Education officials such as the Utah Education Association as well as groups like the Parent Teacher Association support the vote.  Without the waiver, the state would lose $27 million in funding that directly supports low-income schools.

According to the latest Utah Policy/KSL Insider Survey, which annually polls state lawmakers, lobbyists and policymakers, 88% of Democrats and 49% of Republicans are in favor of keeping the Common Core Standards.

“I was surprised that the support for Common Core among our Republican insiders was so high,” Utah Policy managing editor Bryan Schott said. “I was expecting maybe one-third but not almost one-half.”

Schott was surprised at the high volume of readers who voted against the Common Core.  He believes that the majority of the 6,500 votes were from people who are not regular visitors to the site.

Cherilyn Eagar, president of the American Leadership Fund, admitted to using social media to encourage others to vote in the survey.  She believes that lawmakers do not fully understand the Common Core; if they did, they would have voted against it.

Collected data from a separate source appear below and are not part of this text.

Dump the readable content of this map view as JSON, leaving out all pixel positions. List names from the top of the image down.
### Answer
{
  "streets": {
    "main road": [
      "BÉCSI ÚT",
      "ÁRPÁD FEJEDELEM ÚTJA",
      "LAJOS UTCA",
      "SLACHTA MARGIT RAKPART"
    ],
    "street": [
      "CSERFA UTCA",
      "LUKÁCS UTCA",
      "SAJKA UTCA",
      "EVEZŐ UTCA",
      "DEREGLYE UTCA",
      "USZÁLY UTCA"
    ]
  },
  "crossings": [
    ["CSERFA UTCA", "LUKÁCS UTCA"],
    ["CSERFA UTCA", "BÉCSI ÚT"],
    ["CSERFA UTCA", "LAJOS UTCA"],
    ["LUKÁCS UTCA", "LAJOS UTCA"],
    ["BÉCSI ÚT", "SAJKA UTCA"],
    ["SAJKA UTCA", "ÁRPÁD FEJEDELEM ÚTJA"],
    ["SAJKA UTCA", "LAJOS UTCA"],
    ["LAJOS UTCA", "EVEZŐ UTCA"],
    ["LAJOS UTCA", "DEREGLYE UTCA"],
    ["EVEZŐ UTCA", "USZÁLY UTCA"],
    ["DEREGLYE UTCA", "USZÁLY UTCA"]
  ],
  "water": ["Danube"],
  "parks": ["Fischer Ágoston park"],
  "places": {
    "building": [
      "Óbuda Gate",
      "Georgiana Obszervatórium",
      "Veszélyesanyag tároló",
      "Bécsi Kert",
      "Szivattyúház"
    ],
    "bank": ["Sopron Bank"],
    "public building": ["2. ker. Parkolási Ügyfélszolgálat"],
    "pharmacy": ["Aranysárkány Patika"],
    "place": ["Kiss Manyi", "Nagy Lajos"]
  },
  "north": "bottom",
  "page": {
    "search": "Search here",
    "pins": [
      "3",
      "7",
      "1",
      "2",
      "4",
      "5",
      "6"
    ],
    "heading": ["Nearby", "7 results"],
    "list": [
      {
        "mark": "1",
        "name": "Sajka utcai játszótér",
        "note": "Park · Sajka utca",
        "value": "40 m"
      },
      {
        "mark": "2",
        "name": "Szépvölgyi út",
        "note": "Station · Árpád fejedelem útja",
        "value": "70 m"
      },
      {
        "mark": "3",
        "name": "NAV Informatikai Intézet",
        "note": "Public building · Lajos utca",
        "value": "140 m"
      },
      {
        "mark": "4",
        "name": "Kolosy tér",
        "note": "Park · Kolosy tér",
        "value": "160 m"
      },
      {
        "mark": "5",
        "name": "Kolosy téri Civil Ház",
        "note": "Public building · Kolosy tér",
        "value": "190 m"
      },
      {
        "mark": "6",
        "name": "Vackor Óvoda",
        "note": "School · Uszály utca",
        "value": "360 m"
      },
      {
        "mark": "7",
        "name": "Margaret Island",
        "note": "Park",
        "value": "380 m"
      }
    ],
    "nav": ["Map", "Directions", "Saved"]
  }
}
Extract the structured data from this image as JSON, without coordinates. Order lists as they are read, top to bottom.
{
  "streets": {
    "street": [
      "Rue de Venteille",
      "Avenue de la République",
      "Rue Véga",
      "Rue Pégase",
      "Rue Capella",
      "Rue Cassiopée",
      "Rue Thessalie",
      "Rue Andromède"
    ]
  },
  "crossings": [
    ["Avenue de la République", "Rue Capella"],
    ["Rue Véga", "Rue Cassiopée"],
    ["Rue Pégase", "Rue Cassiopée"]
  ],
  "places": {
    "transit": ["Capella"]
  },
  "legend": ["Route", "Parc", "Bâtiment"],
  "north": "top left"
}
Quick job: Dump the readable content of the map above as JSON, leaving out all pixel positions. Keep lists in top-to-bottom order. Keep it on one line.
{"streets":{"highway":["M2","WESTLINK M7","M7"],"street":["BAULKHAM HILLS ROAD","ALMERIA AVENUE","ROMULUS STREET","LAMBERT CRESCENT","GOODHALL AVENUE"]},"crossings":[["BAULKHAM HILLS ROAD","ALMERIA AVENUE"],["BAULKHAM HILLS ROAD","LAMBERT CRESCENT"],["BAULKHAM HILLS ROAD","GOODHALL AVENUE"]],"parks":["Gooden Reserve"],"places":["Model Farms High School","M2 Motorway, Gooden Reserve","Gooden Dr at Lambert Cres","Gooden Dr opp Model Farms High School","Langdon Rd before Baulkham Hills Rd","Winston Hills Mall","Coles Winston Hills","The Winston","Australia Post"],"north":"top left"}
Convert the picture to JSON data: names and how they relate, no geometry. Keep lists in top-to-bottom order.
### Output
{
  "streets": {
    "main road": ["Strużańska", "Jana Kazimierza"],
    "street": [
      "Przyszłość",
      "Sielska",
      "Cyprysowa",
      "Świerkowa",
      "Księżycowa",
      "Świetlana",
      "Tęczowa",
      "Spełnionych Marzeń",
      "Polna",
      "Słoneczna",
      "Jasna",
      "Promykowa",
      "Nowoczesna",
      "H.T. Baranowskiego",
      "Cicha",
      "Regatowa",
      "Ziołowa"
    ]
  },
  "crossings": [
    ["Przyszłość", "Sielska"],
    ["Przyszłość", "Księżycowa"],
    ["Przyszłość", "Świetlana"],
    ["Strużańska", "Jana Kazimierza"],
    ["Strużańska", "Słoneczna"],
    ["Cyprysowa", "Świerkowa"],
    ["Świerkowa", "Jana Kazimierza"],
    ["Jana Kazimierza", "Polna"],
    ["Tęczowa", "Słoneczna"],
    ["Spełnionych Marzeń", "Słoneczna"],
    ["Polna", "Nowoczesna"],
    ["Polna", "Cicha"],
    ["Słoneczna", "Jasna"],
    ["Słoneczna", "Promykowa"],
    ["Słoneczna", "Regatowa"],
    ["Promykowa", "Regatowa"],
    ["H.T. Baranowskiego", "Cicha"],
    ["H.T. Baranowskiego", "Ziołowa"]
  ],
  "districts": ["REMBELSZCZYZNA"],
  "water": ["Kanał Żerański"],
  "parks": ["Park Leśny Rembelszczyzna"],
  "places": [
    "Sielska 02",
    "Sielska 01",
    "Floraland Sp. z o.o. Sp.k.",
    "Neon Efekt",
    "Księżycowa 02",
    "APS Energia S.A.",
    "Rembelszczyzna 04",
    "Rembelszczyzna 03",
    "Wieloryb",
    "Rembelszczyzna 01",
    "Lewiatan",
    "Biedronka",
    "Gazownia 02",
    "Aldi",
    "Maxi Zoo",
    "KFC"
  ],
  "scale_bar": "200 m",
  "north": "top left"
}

“I just encourage more people to learn more about it and can very well assure people that if they do, we have both Democrats and Republicans who are concerned when they learn more,” she said.

Eagar said the majority of the concern for the standards comes from over-testing students which takes away from their learning time.

“The bipartisan concerns from both parents and teachers are really about the testing and testing and more testing,” she said.  “Evidence is showing that this is creating far too much stress in young children.”

The debate does not stop there.  The Libertas Institute, a public policy organization in Utah, has funded a lawsuit against the state school board in response to the adoption of the Common Core standards.  According to the lawsuit, citizens of the state were not consulted before the board voted in 2010, therefore not being allowed to express their opinions beforehand.

“Consulting with specific groups requires actual proactive consulting,” Libertas Institute President Connor Boyack said. “It doesn’t require a poorly noticed standard meeting at which a random citizen might find out and have an opportunity to communicate their interest.”

The lawsuit would put a stop to the use of the standards in Utah schools.

School board members feel enough notice was given.  A public notice was posted prior to the initial vote in June 2010, which happened at a public meeting.  The final approval was gained at a public meeting two months later.

They say it’s time to stop the political arguments and focus on what is truly important.

“We have wasted two years on listening to people who are not even looking at the standards themselves,” school board member Debra Roberts said. “We are hurting children over political nonsense.”